Slice of Zebra Bundt cake

Lately, I resume my role as a full time working mother after a self-proclaim sabbatical for the past three years.

Apprehension. Anxiety. Appreciation. Affirmation.

The change in the mental state and mood has somehow made me more energetic and positive in my outlook on life.

As a form a celebration, I tried out the beautiful zebra bundt cake.

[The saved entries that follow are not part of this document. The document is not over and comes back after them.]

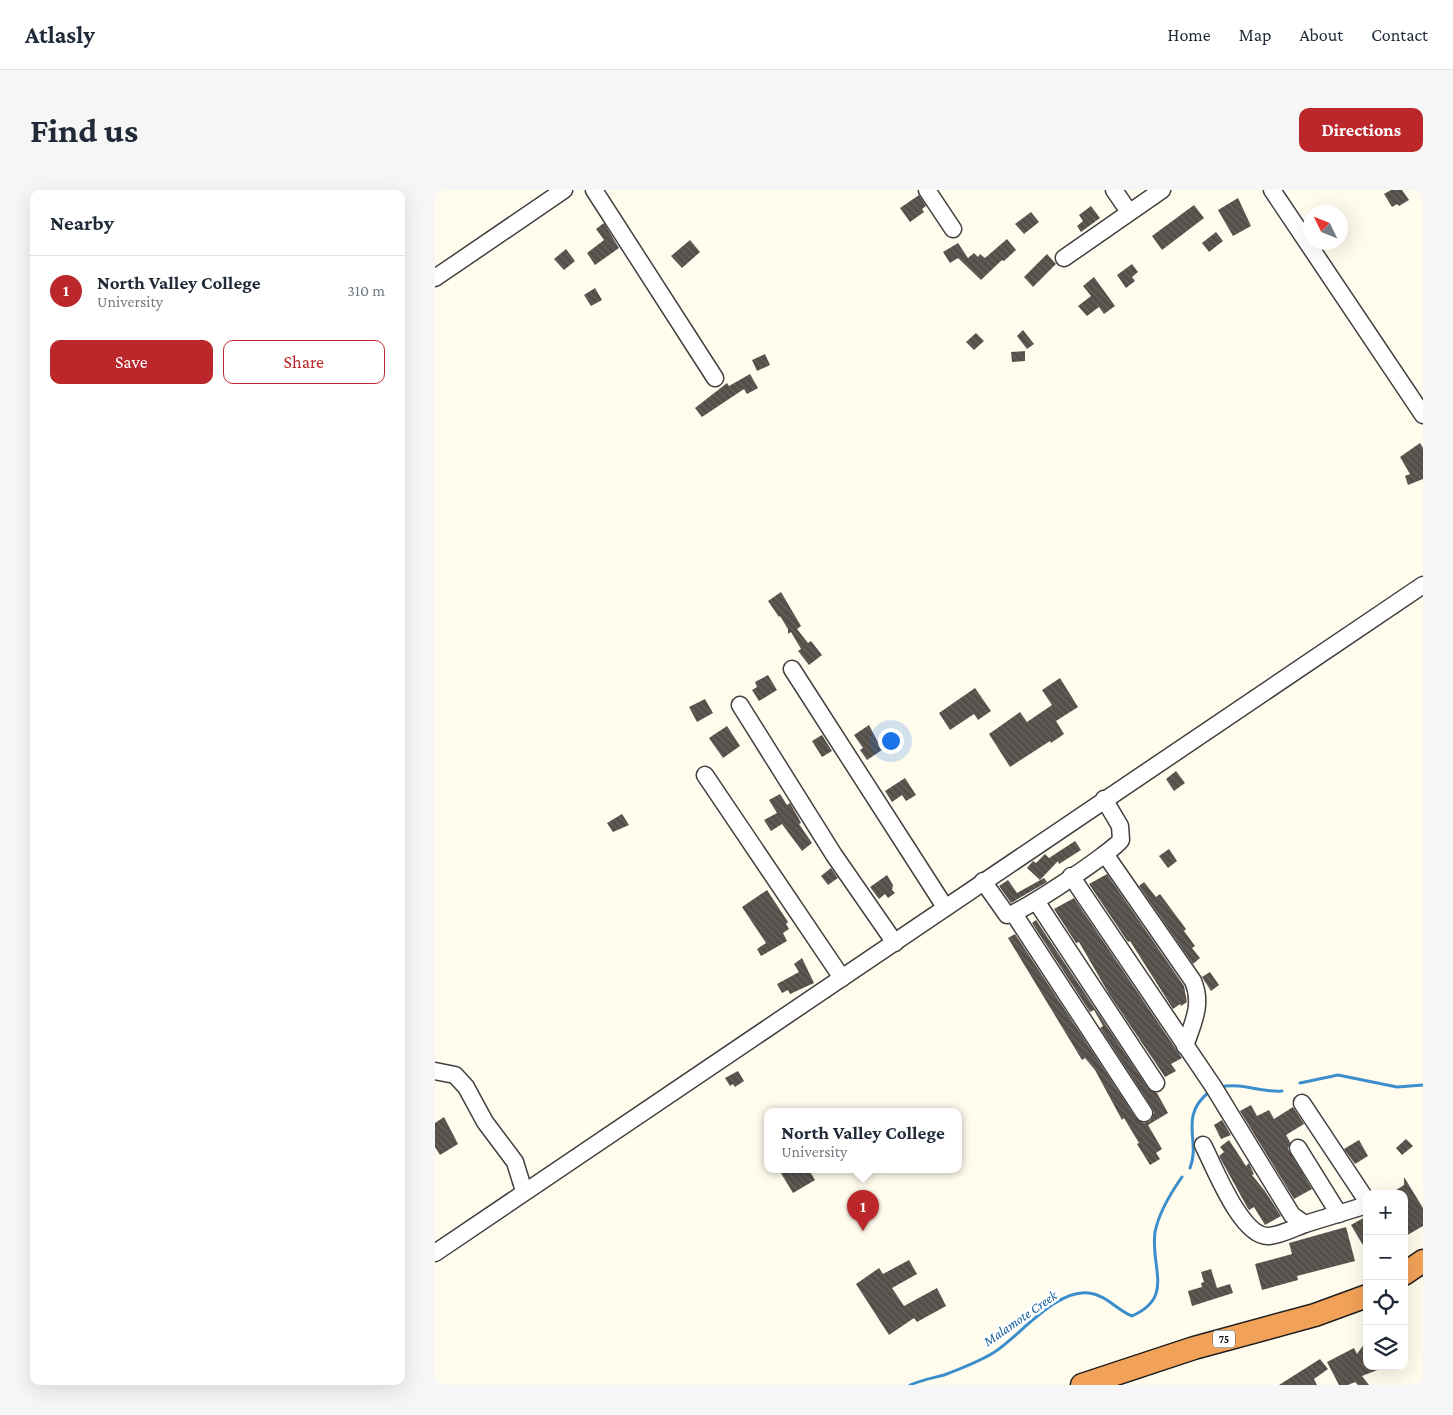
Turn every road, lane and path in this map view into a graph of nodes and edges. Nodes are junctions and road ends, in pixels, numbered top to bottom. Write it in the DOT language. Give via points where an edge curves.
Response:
graph roads {
  1 [pos="564,190"];
  2 [pos="594,190"];
  3 [pos="927,190"];
  4 [pos="1114,190"];
  5 [pos="1162,190"];
  6 [pos="1272,190"];
  7 [pos="1129,212"];
  8 [pos="953,229"];
  9 [pos="1064,258"];
  10 [pos="435,278"];
  11 [pos="715,378"];
  12 [pos="1423,415"];
  13 [pos="1423,585"];
  14 [pos="792,669"];
  15 [pos="740,705"];
  16 [pos="705,775"];
  17 [pos="1105,799"];
  18 [pos="1105,854"];
  19 [pos="1071,876"];
  20 [pos="983,881"];
  21 [pos="1036,901"];
  22 [pos="945,907"];
  23 [pos="1014,914"];
  24 [pos="895,943"];
  25 [pos="842,978"];
  26 [pos="1185,1046"];
  27 [pos="435,1071"];
  28 [pos="1157,1083"];
  29 [pos="1302,1103"];
  30 [pos="1144,1113"];
  31 [pos="1203,1145"];
  32 [pos="1298,1148"];
  33 [pos="525,1191"];
  34 [pos="1363,1197"];
  35 [pos="1363,1205"];
  36 [pos="1339,1214"];
  37 [pos="1305,1224"];
  38 [pos="435,1253"];
  39 [pos="1363,1297"];
  40 [pos="1090,1384"];
  1 -- 10 [label="street"];
  2 -- 11 [label="street"];
  3 -- 8 [label="street"];
  4 -- 7 [label="street"];
  5 -- 7 [label="street"];
  6 -- 12 [label="street"];
  7 -- 9 [label="street"];
  13 -- 17 [label="street"];
  14 -- 22 [label="street"];
  15 -- 24 [label="street" via="839,862"];
  16 -- 25 [label="street"];
  17 -- 18 [label="street" via="1122,834 1116,846"];
  17 -- 20 [label="street"];
  18 -- 19 [label="street"];
  18 -- 26 [label="street" via="1198,992 1199,1000"];
  19 -- 21 [label="street"];
  19 -- 26 [label="street"];
  20 -- 22 [label="street"];
  20 -- 23 [label="street" via="1005,914"];
  21 -- 23 [label="street"];
  21 -- 28 [label="street"];
  22 -- 24 [label="street"];
  23 -- 30 [label="street"];
  24 -- 25 [label="street"];
  25 -- 33 [label="street"];
  26 -- 37 [label="street" via="1292,1215"];
  27 -- 33 [label="street" via="455,1075 466,1088 485,1122 515,1162"];
  29 -- 34 [label="street"];
  31 -- 37 [label="street" via="1243,1222 1256,1234 1268,1236"];
  32 -- 36 [label="street"];
  33 -- 38 [label="street"];
  35 -- 36 [label="street"];
  36 -- 37 [label="street"];
  39 -- 40 [label="highway, 75" via="1315,1315 1194,1348"];
}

Zebra Bundt Cake – makes one 10-inch cake

Ingredients

380g cake flour
2 tsp      baking powder
1/2 tsp  salt
250g     caster sugar
64g       natural cocoa powder
6 tbsp  water
340g    unsalted butter, melted and cooled
1½ tsp vanilla extract
5            large eggs
170ml  whole milk

Method

  1. Heat the oven to 160°C. Cover bundt pan with bake spray and dust with flour.
  2. Sift flour baking powder and salt into a bowl. Set aside.
  3. In a separate medium size bowl add in 80g of sugar, the cocoa powder, and water then whisk until mixture is smooth. Set aside.
  4. Place melted butter and sugar in a stand mixer bowl fitted with a paddle attachment. Beat on medium high until mixture is blended, about 1 minute. Add in vanilla and beat until combined. Add and beat eggs one at time, mixing well after each addition. Once all eggs are added, beat mixture until it becomes light and fluffy (it will resemble pancake batter, but slightly thinner).
  5. Turn mixer speed down to low and add the flour in three additions, alternating with the milk in two additions and mixing just until blended.
  6. Add 2 cups of the batter to the cocoa mixture and stir until blended.
  7. Using an ice cream scoop, pour two scoops of vanilla mixture into pan. Now alternate and pour one scoop of chocolate mixture on top of vanilla mixture. Continue to alternate between vanilla and chocolate layers until bundt pan is filled.

Zebra Bundt Cake batter

8. Bake zebra pound cake for 50-60 minutes at 160°C or until a cake tester inserted into the center comes out clean. Cool cake in the pan on a wire rack for 15 minutes. Invert the cake onto the rack and cool completely.

Zebra Bundt Cake top view

It was rather fun when pouring the alternate layers of chocolate and plain batter. Time consuming but satisfying.

Zebra Bundt Cake

Enjoy.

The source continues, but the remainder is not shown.